What is needed: Word for word, copy the data that follows and skip its pictures.

___

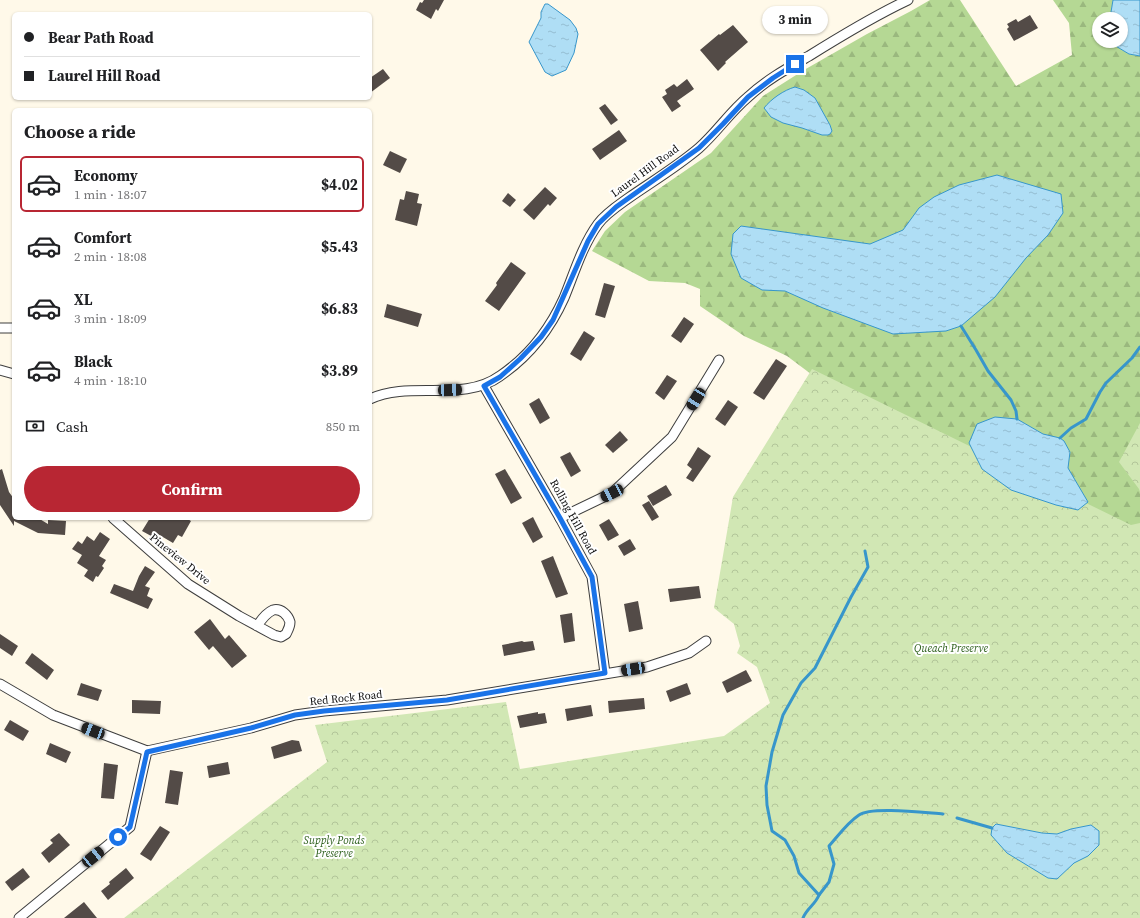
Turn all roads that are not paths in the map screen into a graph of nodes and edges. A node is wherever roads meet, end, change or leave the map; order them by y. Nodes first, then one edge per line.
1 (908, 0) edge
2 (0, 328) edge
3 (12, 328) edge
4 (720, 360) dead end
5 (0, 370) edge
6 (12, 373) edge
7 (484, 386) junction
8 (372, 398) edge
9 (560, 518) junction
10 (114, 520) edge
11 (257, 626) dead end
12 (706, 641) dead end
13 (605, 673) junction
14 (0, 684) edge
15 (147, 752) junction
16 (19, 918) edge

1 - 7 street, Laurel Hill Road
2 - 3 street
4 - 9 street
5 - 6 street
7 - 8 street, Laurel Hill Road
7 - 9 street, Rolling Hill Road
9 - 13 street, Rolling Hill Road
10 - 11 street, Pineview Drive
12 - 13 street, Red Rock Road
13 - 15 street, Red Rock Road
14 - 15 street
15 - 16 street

___

Solution to this task:
Turn all roads that are not paths in the map screen into a graph of nodes and edges. A node is wherever roads meet, end, change or leave the map; order them by y. Nodes first, then one edge per line.
1 (908, 0) edge
2 (0, 328) edge
3 (12, 328) edge
4 (720, 360) dead end
5 (0, 370) edge
6 (12, 373) edge
7 (484, 386) junction
8 (372, 398) edge
9 (560, 518) junction
10 (114, 520) edge
11 (257, 626) dead end
12 (706, 641) dead end
13 (605, 673) junction
14 (0, 684) edge
15 (147, 752) junction
16 (19, 918) edge

1 - 7 street, Laurel Hill Road
2 - 3 street
4 - 9 street
5 - 6 street
7 - 8 street, Laurel Hill Road
7 - 9 street, Rolling Hill Road
9 - 13 street, Rolling Hill Road
10 - 11 street, Pineview Drive
12 - 13 street, Red Rock Road
13 - 15 street, Red Rock Road
14 - 15 street
15 - 16 street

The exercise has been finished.